Теперь же редко праздновали больше одного дня. Даже такие праздники, как вешнего Николу. И уже на другой день праздника, опохмелившись одним-двумя стаканчиками, принимались за работу. И не варили ни медов, ни браги, а покупали все готовое.
— Да, прежде не так справляли праздники, — сказал старик Софрон, сидевший на бревне, зажав бороду в руку, и всегда любивший вспоминать, что и как было в старину. — Сколько этого веселья, угощений всяких, — бывало, на четвертый день в голове шумит.
— А приволье какое было, господи… леса, луга, озера.
— Про леса и говорить нечего, — кругом леса были дремучие, — теперь вязанки дров не наберешь, а прежде, бывало, целую десятину запалишь, горит себе, и никто внимания не обращает.
— Вот богатство-то было, господи, — вздохнул кто-то, — и куда все делось?
— Господь ее знает.
— А в лесу, бывало, орехи, ягода всякая, и речки глубокие, чистые. Как утром выйдешь, — кругом роса, вода свежая, синяя, а по обоим берегам лес — стоит себе на солнышке ровно стена.
— Рыбы небось много было? — спросил возбужденно кузнец.
— Рыбой все речки были набиты. Бывало, старики рассказывали, прямо возами гребли рыбу-то; как заведут, особливо когда икру мечет, — так полна сеть судаков, щук, лещей… И чем только ее не ловили. Бывало, плетнем перегородят речку да сетями обведут, она тут и есть — вся.
— Ах, мать честная! — сказал, сплюнув, кузнец.
— Пенькой хорошо рыбу морить, — сказал рыболов Афоня, торопливо оглянувшись на своего приятеля, длинного и молчаливого Сидора.
— Да, уж чем только ее не брали, и пенькой морили, отравой травили. Бывало, как навалят в омут пеньки осенью мочить, так она, матушка, и всплывает вся кверху пузом, ну скажи, — вся вода белая.
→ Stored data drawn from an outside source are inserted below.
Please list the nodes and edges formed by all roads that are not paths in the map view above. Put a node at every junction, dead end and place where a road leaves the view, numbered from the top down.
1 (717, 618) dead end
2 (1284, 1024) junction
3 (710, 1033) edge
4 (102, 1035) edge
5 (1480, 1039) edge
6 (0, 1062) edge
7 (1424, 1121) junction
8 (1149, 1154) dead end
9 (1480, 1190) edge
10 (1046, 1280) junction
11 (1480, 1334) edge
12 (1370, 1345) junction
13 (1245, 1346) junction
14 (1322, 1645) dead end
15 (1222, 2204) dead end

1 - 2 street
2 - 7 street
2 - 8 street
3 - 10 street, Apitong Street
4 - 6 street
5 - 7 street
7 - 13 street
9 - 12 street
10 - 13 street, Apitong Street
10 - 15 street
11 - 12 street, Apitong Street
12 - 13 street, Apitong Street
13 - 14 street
— И помногу брали? — спросил жадно кузнец.
— Возами прямо, всю до последнего пескаря вычищали.
— Вот благодать-то. Все это, можно сказать, господь посылал.
— Рано захватили, вот и попользовались.
— А теперь как провалились куда, — скорбно проговорил Андрей Горюн, сидевший босиком на бревне и уныло смотревший куда-то в сторону.
— Может, чума была на ней? — спросил Фома Коротенький, стоя с палочкой и в своей вечной зимней шапке, посмотрев то на одного, то на другого. Он ни о чем не имел собственного мнения и всегда ответа на все ждал от других.
— Не слышно было как будто про чуму-то. От пароходов, говорят, рыба переводится.
— Нет, это уж так, сама по себе, — все на нет сходит.